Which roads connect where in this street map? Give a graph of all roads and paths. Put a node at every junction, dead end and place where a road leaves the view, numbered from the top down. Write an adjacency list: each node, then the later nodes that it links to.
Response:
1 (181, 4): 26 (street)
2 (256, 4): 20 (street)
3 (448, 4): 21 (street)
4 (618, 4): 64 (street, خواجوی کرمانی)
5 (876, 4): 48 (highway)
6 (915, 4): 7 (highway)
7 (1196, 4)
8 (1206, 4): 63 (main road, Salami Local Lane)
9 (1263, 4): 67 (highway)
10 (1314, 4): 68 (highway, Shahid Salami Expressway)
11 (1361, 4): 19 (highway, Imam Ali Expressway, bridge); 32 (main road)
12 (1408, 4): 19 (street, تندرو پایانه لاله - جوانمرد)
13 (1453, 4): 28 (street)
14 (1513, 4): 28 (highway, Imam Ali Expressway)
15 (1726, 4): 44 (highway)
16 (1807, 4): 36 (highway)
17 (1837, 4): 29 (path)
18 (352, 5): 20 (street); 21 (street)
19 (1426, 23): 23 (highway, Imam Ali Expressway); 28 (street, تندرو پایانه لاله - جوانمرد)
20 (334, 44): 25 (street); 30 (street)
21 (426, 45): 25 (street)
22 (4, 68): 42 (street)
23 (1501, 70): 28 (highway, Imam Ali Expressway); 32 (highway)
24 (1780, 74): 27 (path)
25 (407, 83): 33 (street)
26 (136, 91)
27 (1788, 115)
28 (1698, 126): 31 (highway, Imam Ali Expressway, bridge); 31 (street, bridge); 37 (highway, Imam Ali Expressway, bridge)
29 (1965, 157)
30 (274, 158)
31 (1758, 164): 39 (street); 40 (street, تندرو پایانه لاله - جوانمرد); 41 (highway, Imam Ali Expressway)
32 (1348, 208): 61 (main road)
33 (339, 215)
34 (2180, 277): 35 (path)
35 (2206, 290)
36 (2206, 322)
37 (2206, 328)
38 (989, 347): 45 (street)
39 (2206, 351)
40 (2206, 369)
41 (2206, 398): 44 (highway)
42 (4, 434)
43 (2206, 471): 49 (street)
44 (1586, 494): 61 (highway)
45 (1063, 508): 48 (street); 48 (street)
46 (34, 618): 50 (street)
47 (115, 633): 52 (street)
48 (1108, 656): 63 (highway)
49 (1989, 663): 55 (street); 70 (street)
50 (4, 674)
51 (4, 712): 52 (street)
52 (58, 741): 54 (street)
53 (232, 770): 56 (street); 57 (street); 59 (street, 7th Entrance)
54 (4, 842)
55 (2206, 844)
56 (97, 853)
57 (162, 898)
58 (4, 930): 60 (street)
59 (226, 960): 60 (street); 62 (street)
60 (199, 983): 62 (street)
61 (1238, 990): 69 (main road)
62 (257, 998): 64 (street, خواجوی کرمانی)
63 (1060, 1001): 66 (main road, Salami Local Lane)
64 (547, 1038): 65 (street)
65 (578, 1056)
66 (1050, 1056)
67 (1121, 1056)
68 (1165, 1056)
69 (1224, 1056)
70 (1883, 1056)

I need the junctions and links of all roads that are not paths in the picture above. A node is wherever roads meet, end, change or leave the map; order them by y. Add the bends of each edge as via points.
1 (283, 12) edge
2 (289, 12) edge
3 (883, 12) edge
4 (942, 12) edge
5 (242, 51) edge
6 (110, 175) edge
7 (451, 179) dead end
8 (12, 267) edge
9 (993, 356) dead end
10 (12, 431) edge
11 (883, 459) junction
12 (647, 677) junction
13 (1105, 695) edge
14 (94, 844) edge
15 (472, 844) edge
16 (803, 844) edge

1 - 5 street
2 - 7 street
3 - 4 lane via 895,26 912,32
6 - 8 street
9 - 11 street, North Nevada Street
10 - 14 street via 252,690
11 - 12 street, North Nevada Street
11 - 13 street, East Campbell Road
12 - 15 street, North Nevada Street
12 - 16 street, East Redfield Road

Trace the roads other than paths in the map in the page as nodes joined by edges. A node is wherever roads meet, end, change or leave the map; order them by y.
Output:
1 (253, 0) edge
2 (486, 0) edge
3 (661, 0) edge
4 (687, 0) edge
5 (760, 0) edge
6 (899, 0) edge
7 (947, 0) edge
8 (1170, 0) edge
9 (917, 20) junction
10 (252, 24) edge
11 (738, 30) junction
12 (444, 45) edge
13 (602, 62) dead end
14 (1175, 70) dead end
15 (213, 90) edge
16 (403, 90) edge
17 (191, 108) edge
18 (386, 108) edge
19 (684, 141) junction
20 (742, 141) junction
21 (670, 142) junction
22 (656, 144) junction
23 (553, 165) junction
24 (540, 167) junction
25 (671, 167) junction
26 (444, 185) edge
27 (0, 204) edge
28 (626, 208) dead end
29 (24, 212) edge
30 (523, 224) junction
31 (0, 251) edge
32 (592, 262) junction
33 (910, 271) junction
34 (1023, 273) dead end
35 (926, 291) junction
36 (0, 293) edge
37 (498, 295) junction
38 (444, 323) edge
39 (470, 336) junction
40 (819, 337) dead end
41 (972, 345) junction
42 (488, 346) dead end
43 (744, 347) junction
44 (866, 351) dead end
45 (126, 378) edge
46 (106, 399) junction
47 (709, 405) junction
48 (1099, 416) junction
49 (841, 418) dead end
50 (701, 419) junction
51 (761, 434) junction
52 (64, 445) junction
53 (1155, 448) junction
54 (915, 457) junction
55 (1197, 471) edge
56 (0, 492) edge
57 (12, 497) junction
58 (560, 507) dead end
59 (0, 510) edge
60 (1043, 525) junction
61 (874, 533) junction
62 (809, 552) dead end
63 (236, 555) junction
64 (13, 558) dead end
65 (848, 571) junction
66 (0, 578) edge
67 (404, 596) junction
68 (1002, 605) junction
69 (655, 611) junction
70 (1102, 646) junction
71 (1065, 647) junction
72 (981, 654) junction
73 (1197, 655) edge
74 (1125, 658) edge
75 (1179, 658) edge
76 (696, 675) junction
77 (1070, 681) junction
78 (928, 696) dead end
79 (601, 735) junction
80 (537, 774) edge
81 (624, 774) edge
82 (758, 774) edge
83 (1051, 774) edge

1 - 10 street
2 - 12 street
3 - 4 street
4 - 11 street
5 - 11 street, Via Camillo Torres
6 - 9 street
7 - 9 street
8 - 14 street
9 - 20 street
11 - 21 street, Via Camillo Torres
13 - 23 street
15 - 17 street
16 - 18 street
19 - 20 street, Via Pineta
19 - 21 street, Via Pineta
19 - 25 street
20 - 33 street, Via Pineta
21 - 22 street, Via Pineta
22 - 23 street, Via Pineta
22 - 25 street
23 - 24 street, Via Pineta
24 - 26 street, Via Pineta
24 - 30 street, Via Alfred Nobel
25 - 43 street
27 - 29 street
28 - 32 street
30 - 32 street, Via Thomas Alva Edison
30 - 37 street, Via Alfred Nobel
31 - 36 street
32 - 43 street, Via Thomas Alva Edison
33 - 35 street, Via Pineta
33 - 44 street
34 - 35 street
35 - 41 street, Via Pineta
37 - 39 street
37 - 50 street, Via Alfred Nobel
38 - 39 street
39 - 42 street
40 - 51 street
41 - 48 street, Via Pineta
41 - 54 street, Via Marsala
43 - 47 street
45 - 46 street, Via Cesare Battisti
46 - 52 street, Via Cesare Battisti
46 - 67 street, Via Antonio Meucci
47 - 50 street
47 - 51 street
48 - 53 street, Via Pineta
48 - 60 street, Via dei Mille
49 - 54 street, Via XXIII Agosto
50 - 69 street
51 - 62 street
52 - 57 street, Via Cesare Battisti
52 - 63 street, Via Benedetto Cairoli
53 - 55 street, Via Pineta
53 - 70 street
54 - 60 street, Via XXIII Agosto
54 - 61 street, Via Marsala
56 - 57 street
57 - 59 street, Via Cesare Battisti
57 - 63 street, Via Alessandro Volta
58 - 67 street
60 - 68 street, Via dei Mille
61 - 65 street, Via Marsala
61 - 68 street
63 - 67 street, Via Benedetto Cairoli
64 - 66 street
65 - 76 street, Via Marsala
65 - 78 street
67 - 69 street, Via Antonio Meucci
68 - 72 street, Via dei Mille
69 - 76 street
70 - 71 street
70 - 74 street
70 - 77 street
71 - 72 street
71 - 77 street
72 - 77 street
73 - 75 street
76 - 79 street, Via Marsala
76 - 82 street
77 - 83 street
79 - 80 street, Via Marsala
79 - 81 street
# # # # # # #
§ PROBLEM: Show the lines where the word "Nevada" appears in the entries.

§ ANSWER BOX:
9 - 11 street, North Nevada Street
11 - 12 street, North Nevada Street
12 - 15 street, North Nevada Street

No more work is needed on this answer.